Data to examine:
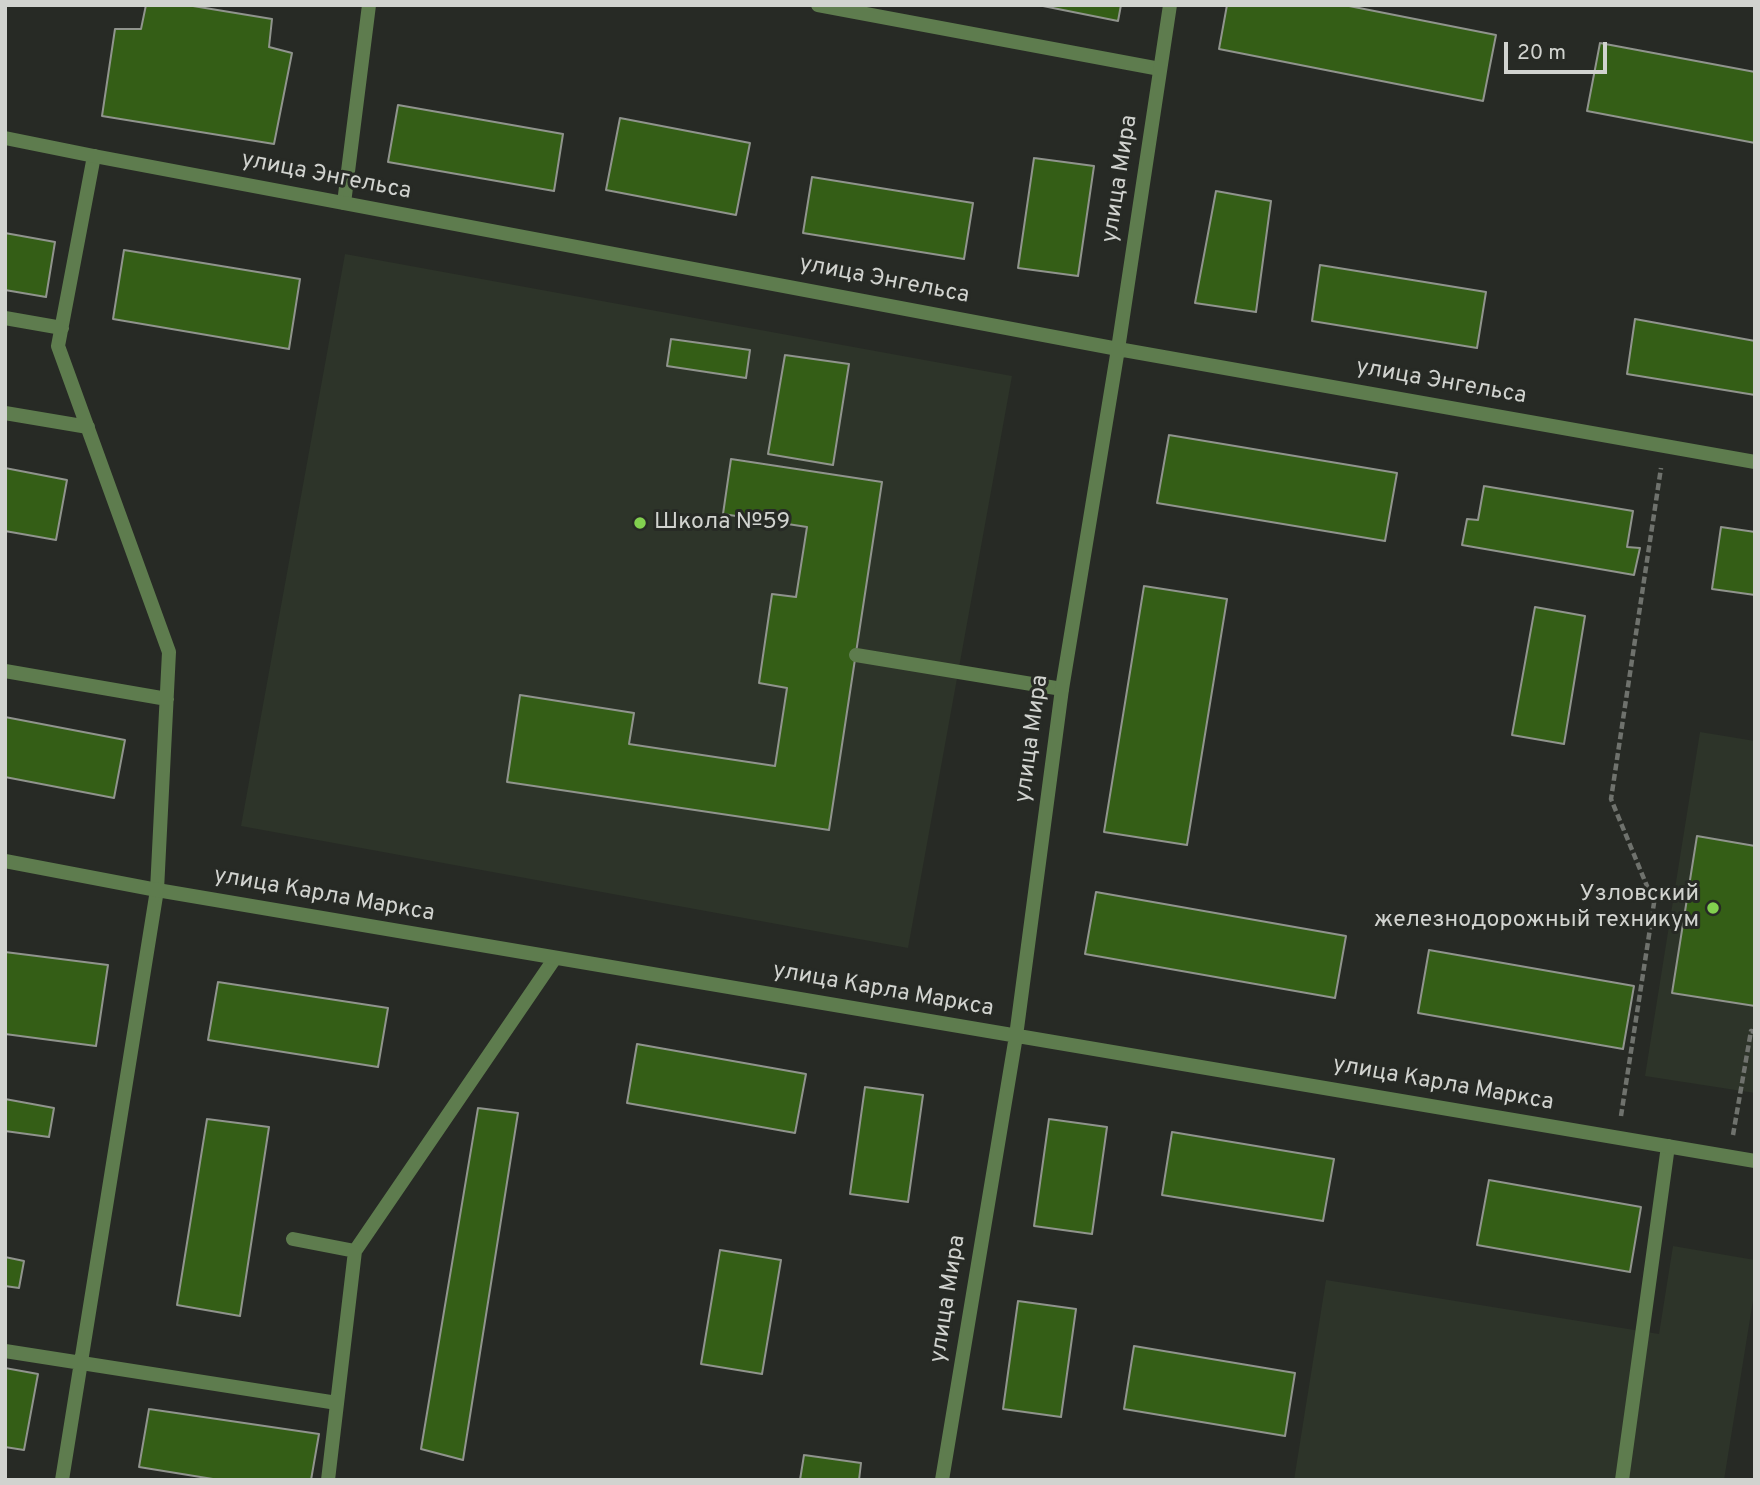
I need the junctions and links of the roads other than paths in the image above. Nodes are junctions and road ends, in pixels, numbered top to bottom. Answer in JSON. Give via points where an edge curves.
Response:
{"nodes":[{"id":1,"x":369,"y":5,"type":"edge"},
{"id":2,"x":818,"y":5,"type":"edge"},
{"id":3,"x":1170,"y":5,"type":"edge"},
{"id":4,"x":1160,"y":69,"type":"junction"},
{"id":5,"x":5,"y":138,"type":"edge"},
{"id":6,"x":94,"y":156,"type":"junction"},
{"id":7,"x":344,"y":203,"type":"junction"},
{"id":8,"x":5,"y":318,"type":"edge"},
{"id":9,"x":62,"y":328,"type":"junction"},
{"id":10,"x":1118,"y":349,"type":"junction"},
{"id":11,"x":5,"y":413,"type":"edge"},
{"id":12,"x":88,"y":427,"type":"junction"},
{"id":13,"x":1755,"y":462,"type":"edge"},
{"id":14,"x":856,"y":655,"type":"dead end"},
{"id":15,"x":5,"y":671,"type":"edge"},
{"id":16,"x":1062,"y":689,"type":"junction"},
{"id":17,"x":167,"y":698,"type":"junction"},
{"id":18,"x":5,"y":861,"type":"edge"},
{"id":19,"x":157,"y":890,"type":"junction"},
{"id":20,"x":555,"y":958,"type":"junction"},
{"id":21,"x":1016,"y":1036,"type":"junction"},
{"id":22,"x":1668,"y":1146,"type":"junction"},
{"id":23,"x":1755,"y":1161,"type":"edge"},
{"id":24,"x":293,"y":1239,"type":"dead end"},
{"id":25,"x":355,"y":1251,"type":"junction"},
{"id":26,"x":5,"y":1351,"type":"edge"},
{"id":27,"x":81,"y":1363,"type":"junction"},
{"id":28,"x":337,"y":1403,"type":"junction"},
{"id":29,"x":62,"y":1480,"type":"edge"},
{"id":30,"x":328,"y":1480,"type":"edge"},
{"id":31,"x":942,"y":1480,"type":"edge"},
{"id":32,"x":1622,"y":1480,"type":"edge"}],
"edges":[{"from":1,"to":7,"type":"street"},
{"from":2,"to":4,"type":"street"},
{"from":3,"to":4,"type":"street","name":"улица Мира"},
{"from":4,"to":10,"type":"street","name":"улица Мира"},
{"from":5,"to":6,"type":"street","name":"улица Энгельса"},
{"from":6,"to":7,"type":"street","name":"улица Энгельса"},
{"from":6,"to":9,"type":"street"},
{"from":7,"to":10,"type":"street","name":"улица Энгельса"},
{"from":8,"to":9,"type":"street"},
{"from":9,"to":12,"type":"street","via":[[58,346]]},
{"from":10,"to":13,"type":"street","name":"улица Энгельса"},
{"from":10,"to":16,"type":"street","name":"улица Мира"},
{"from":11,"to":12,"type":"street"},
{"from":12,"to":17,"type":"street","via":[[169,652]]},
{"from":14,"to":16,"type":"street"},
{"from":15,"to":17,"type":"street"},
{"from":16,"to":21,"type":"street","name":"улица Мира"},
{"from":17,"to":19,"type":"street"},
{"from":18,"to":19,"type":"street","name":"улица Карла Маркса"},
{"from":19,"to":20,"type":"street","name":"улица Карла Маркса"},
{"from":19,"to":27,"type":"street"},
{"from":20,"to":21,"type":"street","name":"улица Карла Маркса"},
{"from":20,"to":25,"type":"street"},
{"from":21,"to":22,"type":"street","name":"улица Карла Маркса"},
{"from":21,"to":31,"type":"street","name":"улица Мира"},
{"from":22,"to":23,"type":"street","name":"улица Карла Маркса"},
{"from":22,"to":32,"type":"street"},
{"from":24,"to":25,"type":"street"},
{"from":25,"to":28,"type":"street"},
{"from":26,"to":27,"type":"street"},
{"from":27,"to":28,"type":"street"},
{"from":27,"to":29,"type":"street"},
{"from":28,"to":30,"type":"street"}]}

Prompt: Copy the records shown above in their entirety and exactly; images are to be left out.

Solution to this exercise:
I need the junctions and links of the roads other than paths in the image above. Nodes are junctions and road ends, in pixels, numbered top to bottom. Answer in JSON. Give via points where an edge curves.
Response:
{"nodes":[{"id":1,"x":369,"y":5,"type":"edge"},
{"id":2,"x":818,"y":5,"type":"edge"},
{"id":3,"x":1170,"y":5,"type":"edge"},
{"id":4,"x":1160,"y":69,"type":"junction"},
{"id":5,"x":5,"y":138,"type":"edge"},
{"id":6,"x":94,"y":156,"type":"junction"},
{"id":7,"x":344,"y":203,"type":"junction"},
{"id":8,"x":5,"y":318,"type":"edge"},
{"id":9,"x":62,"y":328,"type":"junction"},
{"id":10,"x":1118,"y":349,"type":"junction"},
{"id":11,"x":5,"y":413,"type":"edge"},
{"id":12,"x":88,"y":427,"type":"junction"},
{"id":13,"x":1755,"y":462,"type":"edge"},
{"id":14,"x":856,"y":655,"type":"dead end"},
{"id":15,"x":5,"y":671,"type":"edge"},
{"id":16,"x":1062,"y":689,"type":"junction"},
{"id":17,"x":167,"y":698,"type":"junction"},
{"id":18,"x":5,"y":861,"type":"edge"},
{"id":19,"x":157,"y":890,"type":"junction"},
{"id":20,"x":555,"y":958,"type":"junction"},
{"id":21,"x":1016,"y":1036,"type":"junction"},
{"id":22,"x":1668,"y":1146,"type":"junction"},
{"id":23,"x":1755,"y":1161,"type":"edge"},
{"id":24,"x":293,"y":1239,"type":"dead end"},
{"id":25,"x":355,"y":1251,"type":"junction"},
{"id":26,"x":5,"y":1351,"type":"edge"},
{"id":27,"x":81,"y":1363,"type":"junction"},
{"id":28,"x":337,"y":1403,"type":"junction"},
{"id":29,"x":62,"y":1480,"type":"edge"},
{"id":30,"x":328,"y":1480,"type":"edge"},
{"id":31,"x":942,"y":1480,"type":"edge"},
{"id":32,"x":1622,"y":1480,"type":"edge"}],
"edges":[{"from":1,"to":7,"type":"street"},
{"from":2,"to":4,"type":"street"},
{"from":3,"to":4,"type":"street","name":"улица Мира"},
{"from":4,"to":10,"type":"street","name":"улица Мира"},
{"from":5,"to":6,"type":"street","name":"улица Энгельса"},
{"from":6,"to":7,"type":"street","name":"улица Энгельса"},
{"from":6,"to":9,"type":"street"},
{"from":7,"to":10,"type":"street","name":"улица Энгельса"},
{"from":8,"to":9,"type":"street"},
{"from":9,"to":12,"type":"street","via":[[58,346]]},
{"from":10,"to":13,"type":"street","name":"улица Энгельса"},
{"from":10,"to":16,"type":"street","name":"улица Мира"},
{"from":11,"to":12,"type":"street"},
{"from":12,"to":17,"type":"street","via":[[169,652]]},
{"from":14,"to":16,"type":"street"},
{"from":15,"to":17,"type":"street"},
{"from":16,"to":21,"type":"street","name":"улица Мира"},
{"from":17,"to":19,"type":"street"},
{"from":18,"to":19,"type":"street","name":"улица Карла Маркса"},
{"from":19,"to":20,"type":"street","name":"улица Карла Маркса"},
{"from":19,"to":27,"type":"street"},
{"from":20,"to":21,"type":"street","name":"улица Карла Маркса"},
{"from":20,"to":25,"type":"street"},
{"from":21,"to":22,"type":"street","name":"улица Карла Маркса"},
{"from":21,"to":31,"type":"street","name":"улица Мира"},
{"from":22,"to":23,"type":"street","name":"улица Карла Маркса"},
{"from":22,"to":32,"type":"street"},
{"from":24,"to":25,"type":"street"},
{"from":25,"to":28,"type":"street"},
{"from":26,"to":27,"type":"street"},
{"from":27,"to":28,"type":"street"},
{"from":27,"to":29,"type":"street"},
{"from":28,"to":30,"type":"street"}]}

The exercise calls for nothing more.